Découverte de Maroua
by lara.kapsikis - septembre 1st, 2008.Filed under: Non classé.
Maroua, 1er Septembre 2008
Chers amis et membres de Lara-Kapsikis,
Trois semaines se sont écoulées depuis que j’ai quitté la France. Le temps est donc venu de vous parler de mes premières impressions et découvertes à Maroua et de vous faire un compte-rendu des informations que j’ai pu réunir jusque-là concernant la situation actuelle dans les deux villages où nous allons intervenir: Douroum et Rhumsiki, tous deux situés dans la région des kapsikis, à l’ouest de l’extrême-nord Cameroun.
Découverte de Maroua
Entourée de collines verdoyantes, en cette saison, et coupée en deux par le Mayo (le fleuve est complètement asséché en saison sèche), Maroua est une ville très agréable et cosmopolite. Elle est peuplée en majorité par les foulbés, les bororo et les arabes choa. Une grande majorité de la population est musulmane d’où la présence de nombreuses mosquées, mais on retrouve aussi des chrétiens et des animistes (originaires des villages de brousse). L’habitat local est moins précaire que dans le sud même si les familles vivent parfois à 10 dans 45m carrés.
L’arrivée d’une blanche dans la ville reste en tous cas un phénomène surtout sur le marché de Maroua où il est difficile d’avancer sans être constamment interpellée par les commerçants avides de vendre leurs merveilles!
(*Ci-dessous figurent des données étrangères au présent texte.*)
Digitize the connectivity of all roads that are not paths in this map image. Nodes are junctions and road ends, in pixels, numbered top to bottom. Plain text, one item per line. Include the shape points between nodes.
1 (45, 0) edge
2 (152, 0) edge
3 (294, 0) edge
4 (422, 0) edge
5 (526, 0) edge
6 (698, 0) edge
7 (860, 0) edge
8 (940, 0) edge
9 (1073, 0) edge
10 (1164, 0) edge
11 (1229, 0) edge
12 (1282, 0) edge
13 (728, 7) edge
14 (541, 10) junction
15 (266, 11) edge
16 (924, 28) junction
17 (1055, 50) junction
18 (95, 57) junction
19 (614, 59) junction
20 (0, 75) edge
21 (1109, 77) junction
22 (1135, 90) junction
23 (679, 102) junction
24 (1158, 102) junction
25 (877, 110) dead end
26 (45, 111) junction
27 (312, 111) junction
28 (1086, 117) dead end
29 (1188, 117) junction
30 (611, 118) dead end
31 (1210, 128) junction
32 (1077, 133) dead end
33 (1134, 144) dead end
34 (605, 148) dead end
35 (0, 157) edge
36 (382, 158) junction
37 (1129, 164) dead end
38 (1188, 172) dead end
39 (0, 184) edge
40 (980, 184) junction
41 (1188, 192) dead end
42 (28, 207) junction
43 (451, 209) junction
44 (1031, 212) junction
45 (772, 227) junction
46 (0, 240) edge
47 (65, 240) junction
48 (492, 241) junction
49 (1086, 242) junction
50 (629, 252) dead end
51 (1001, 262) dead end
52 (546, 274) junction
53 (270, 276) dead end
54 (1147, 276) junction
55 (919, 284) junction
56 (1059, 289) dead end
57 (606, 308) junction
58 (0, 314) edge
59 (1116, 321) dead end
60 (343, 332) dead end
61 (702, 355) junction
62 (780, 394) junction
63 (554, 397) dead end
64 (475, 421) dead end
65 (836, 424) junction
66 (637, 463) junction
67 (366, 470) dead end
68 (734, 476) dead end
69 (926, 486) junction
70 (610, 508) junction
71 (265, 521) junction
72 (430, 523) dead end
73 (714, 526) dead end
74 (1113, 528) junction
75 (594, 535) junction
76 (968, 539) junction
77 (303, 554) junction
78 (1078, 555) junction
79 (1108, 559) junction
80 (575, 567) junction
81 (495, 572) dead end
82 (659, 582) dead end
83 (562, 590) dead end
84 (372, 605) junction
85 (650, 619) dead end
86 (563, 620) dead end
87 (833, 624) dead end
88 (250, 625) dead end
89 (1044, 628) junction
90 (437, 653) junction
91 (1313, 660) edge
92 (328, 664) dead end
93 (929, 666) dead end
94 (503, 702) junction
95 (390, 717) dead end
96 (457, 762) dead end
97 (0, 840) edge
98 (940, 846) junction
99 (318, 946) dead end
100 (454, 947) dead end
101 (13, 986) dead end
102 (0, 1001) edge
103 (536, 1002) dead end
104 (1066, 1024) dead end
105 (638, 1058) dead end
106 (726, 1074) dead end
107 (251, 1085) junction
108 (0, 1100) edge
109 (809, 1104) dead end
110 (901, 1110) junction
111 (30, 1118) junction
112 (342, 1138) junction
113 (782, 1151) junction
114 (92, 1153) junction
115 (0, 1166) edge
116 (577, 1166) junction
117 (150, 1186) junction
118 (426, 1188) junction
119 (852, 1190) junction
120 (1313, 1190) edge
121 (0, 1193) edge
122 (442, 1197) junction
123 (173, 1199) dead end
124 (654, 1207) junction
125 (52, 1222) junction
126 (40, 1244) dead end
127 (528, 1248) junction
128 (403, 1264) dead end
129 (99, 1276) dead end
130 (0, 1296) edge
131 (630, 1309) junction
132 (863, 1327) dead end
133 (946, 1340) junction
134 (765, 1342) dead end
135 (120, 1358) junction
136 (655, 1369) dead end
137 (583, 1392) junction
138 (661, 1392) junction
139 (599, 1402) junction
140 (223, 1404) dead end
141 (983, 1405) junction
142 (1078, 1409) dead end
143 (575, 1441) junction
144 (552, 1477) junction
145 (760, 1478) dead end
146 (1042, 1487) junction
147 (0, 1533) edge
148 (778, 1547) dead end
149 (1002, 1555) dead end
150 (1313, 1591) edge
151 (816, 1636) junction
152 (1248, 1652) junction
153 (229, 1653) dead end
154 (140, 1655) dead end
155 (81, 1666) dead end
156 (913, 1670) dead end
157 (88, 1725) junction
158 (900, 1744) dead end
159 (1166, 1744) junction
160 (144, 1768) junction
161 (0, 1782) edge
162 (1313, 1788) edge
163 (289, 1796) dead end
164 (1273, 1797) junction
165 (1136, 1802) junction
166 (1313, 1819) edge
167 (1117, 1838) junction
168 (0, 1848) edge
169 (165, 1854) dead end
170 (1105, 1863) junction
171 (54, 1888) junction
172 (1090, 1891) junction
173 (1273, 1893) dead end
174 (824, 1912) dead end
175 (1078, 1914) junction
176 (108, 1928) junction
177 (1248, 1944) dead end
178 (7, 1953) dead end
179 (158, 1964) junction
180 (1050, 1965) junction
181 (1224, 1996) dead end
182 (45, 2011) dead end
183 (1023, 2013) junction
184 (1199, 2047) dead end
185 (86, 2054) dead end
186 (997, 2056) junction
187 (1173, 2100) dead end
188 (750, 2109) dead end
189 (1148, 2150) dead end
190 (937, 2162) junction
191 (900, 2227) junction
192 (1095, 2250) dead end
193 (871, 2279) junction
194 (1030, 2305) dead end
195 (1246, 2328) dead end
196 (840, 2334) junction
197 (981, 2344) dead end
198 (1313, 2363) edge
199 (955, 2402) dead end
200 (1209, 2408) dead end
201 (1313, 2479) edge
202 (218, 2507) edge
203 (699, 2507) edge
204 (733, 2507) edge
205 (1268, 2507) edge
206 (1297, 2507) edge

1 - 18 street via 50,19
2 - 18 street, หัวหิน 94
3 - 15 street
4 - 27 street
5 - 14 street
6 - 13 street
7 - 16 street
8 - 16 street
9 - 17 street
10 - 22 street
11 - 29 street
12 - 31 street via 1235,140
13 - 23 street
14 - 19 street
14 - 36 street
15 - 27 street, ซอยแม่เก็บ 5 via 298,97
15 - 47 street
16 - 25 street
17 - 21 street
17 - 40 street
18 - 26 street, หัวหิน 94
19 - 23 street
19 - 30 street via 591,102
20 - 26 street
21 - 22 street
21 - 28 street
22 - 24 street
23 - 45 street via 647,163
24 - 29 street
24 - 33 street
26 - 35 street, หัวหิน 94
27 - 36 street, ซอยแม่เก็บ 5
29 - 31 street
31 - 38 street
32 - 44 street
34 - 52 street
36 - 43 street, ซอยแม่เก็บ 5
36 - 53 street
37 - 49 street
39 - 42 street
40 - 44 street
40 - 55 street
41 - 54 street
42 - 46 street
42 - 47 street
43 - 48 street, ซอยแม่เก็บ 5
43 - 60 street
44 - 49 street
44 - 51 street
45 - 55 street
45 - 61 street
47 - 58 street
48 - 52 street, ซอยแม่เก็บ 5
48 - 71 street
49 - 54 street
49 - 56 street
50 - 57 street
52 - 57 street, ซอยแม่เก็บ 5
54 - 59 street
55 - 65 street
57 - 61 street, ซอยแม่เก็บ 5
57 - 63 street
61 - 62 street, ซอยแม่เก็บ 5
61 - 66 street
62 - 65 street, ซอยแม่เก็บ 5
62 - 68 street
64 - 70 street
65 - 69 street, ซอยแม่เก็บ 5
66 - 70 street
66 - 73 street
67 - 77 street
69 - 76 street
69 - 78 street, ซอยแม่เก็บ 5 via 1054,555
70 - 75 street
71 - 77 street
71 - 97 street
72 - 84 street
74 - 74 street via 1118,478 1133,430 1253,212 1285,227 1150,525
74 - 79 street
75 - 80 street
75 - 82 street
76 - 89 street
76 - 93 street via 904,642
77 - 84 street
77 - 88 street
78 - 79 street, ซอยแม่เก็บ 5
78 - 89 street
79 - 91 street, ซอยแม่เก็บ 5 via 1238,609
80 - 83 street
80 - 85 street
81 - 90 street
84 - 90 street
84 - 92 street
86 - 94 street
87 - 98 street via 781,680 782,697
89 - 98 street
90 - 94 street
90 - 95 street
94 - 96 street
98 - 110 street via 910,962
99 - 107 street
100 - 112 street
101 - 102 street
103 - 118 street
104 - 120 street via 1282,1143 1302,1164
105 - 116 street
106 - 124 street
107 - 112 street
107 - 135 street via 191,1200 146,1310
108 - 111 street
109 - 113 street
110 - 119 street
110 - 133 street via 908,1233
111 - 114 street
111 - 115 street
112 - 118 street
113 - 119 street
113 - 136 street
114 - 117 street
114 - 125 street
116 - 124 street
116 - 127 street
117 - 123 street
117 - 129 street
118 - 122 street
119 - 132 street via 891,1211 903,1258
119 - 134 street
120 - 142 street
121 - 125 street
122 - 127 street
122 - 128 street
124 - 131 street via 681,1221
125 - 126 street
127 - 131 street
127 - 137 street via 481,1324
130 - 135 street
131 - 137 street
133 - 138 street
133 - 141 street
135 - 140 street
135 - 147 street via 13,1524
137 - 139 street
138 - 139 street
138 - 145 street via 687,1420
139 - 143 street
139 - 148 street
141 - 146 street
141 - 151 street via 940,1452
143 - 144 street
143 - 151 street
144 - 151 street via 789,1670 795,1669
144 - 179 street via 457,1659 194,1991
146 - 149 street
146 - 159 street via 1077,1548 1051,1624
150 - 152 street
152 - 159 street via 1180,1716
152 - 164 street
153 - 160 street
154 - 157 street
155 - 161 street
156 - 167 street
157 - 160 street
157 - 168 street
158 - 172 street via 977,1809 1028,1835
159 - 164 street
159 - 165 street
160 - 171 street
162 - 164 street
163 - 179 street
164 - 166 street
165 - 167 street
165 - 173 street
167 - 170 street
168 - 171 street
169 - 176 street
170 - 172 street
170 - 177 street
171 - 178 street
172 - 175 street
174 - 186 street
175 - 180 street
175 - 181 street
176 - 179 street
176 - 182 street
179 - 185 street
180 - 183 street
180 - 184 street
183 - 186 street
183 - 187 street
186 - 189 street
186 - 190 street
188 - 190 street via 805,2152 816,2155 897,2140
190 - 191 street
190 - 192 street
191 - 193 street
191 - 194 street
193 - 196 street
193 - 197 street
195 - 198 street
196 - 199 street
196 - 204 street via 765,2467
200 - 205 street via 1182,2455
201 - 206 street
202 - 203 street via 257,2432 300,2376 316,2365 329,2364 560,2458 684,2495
Il est vrai que de se promener dans le marché central c’est comme rentrer dans la caverne d’Ali Baba.
Tant de choses à voir dans de si petites échoppes. On peut trouver sur les mêmes étagères des brosses à cheveux, un radio-réveil, un sac ou un pagne à l’effigie de Paul Biya. Le marché est aussi le rendez-vous de plusieurs artisans de la région regroupés par catégories: maroquiniers, vendeurs de calebasses, tisserands,etc… Originaires des villages de tout l’extrême nord, voire parfois des pays voisins, ils parcourent des kilomètres pour venir vendre leurs objets à Maroua (lieu de convergence pour le commerce entre le Tchad, le Cameroun, le Nigéria et le Centrafrique). En plus du marché central, il y a aussi le marché des légumes (le lieu regorge de fruits et légumes colorés et variés et d’un nombre d’épices incalculable), le marché de l’artisanat, le musée d’art local et le marché des femmes, le dimanche matin… l’un de mes endroits préférés.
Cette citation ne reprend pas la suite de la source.